America met him at once. In his arrival year he tied for first in the U.S. Open with Leonid Shamkovich and tied for first in the World Open with Bernard Zuckerman. Where established grandmasters of the era often held themselves above the weekend Swiss opens, Lein dove straight into them, and his presence raised the stakes for everyone in the room. He played for the United States at the 1978 Chess Olympiad.
◈The art of the small advantage
There has rarely been a sharper contrast between a player's body and his style. Lein was, in Joel Benjamin's words, "a big burly intimidating presence" — and yet across the board he was a pure technician who lived for long, dry, technical endgames. He had an endless determination to prosecute the smallest of advantages, an appetite for the grind that struck genuine fear into the young Americans who had to face him.

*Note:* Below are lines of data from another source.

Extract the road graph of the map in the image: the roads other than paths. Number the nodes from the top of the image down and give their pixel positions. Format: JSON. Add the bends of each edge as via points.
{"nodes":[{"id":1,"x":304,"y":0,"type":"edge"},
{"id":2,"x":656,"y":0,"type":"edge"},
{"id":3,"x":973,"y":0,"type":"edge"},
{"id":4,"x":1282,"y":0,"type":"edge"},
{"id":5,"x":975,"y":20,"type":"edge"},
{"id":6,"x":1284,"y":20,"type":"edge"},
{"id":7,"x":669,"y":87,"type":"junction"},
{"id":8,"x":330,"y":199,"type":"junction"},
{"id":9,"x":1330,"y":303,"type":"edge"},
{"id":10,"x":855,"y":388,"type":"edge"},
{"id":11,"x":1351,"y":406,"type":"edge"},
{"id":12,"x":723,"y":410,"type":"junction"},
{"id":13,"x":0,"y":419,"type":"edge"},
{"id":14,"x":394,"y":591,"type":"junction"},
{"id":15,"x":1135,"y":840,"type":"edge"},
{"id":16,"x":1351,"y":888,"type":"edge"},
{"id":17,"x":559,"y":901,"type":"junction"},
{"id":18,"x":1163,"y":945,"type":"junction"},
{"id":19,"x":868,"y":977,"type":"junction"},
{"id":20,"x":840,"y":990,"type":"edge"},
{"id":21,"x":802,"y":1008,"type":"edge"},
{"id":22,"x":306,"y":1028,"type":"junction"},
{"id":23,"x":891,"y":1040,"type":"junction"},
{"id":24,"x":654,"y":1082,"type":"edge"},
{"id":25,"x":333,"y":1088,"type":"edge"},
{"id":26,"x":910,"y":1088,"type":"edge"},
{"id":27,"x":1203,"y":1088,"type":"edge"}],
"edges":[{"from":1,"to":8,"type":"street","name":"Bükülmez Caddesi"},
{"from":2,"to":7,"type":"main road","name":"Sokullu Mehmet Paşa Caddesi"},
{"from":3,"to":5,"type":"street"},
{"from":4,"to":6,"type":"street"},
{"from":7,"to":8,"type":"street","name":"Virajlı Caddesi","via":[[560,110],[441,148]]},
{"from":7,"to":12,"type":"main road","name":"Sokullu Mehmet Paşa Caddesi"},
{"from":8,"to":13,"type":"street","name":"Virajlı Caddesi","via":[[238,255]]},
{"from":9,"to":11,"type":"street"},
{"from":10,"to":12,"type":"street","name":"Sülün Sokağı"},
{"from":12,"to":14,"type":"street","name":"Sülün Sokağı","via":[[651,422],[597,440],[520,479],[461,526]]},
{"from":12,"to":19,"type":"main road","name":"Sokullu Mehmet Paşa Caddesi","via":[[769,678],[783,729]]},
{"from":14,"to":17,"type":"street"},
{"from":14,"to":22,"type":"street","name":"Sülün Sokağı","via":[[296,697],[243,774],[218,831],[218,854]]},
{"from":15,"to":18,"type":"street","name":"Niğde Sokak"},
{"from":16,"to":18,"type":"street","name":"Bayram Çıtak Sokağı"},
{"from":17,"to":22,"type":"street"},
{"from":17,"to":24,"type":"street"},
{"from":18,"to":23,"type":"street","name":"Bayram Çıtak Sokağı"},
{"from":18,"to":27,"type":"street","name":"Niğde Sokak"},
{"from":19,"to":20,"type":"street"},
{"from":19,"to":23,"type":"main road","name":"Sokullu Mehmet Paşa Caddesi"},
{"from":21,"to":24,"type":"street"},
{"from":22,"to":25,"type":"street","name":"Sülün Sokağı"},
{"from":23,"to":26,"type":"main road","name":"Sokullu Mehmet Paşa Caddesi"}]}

His sitzfleisch — the sheer staying power to sit and squeeze — was just as formidable in defence. He could dig in and hold a grim position for hours, or gamble to turn the game around when holding was not enough. Off the board he was confrontational and quick-tempered; on it he was endlessly, almost serenely, patient. Benjamin, who lost to him many times before he ever won, said his impact on American chess ran far deeper than the tournaments and games he won — a whole generation learned by playing him, watching him, and listening to his ideas.
◈The man and his library
He played a tournament in Mentor, Ohio, met a woman named Barbara, and married her; their marriage lasted some forty years. In 1998 they settled permanently in the Cleveland area, and Lein went on to win the New Jersey Championship three years running, 1992 through 1994, well into his sixties. In 2005 he was inducted into the World Chess Hall of Fame.
Away from chess he was a voracious reader who built up a vast library of great literature — when he finally had to move to a nursing home, his stepson recalled, what pained him was not the loss of his freedom but the books he could not take with him, the collection that had filled two-thirds of his apartment. He died in Beachwood, Ohio, on 1 March 2018, one week after Barbara. He was, his stepson wrote, "one of life's great characters."
“When I was a heavy smoker I would get upset when I lost a game. Now that I no longer smoke, I get very upset when I lose a game.”
“Lein's sitzfleisch was also remarkable in defense. He could grimly defend, or he could take a gamble to try to turn things around.”
“He was more interested in the progress of my games than his own.”
◈From the archive
◈Legacy
Lein never wore a crown, but he carved out something rarer: the respect of two chess cultures. In the Soviet Union he proved, late and against the odds, that he could take points from world champions; in America he became a teacher by example, the burly grandmaster who would deign to play the open Swiss and grind a teenager into the floor with flawless technique, then share what he knew. The World Chess Hall of Fame enshrined him in 2005. He is remembered as a fighter to the last move — and, in his stepson's phrase, as one of life's great characters.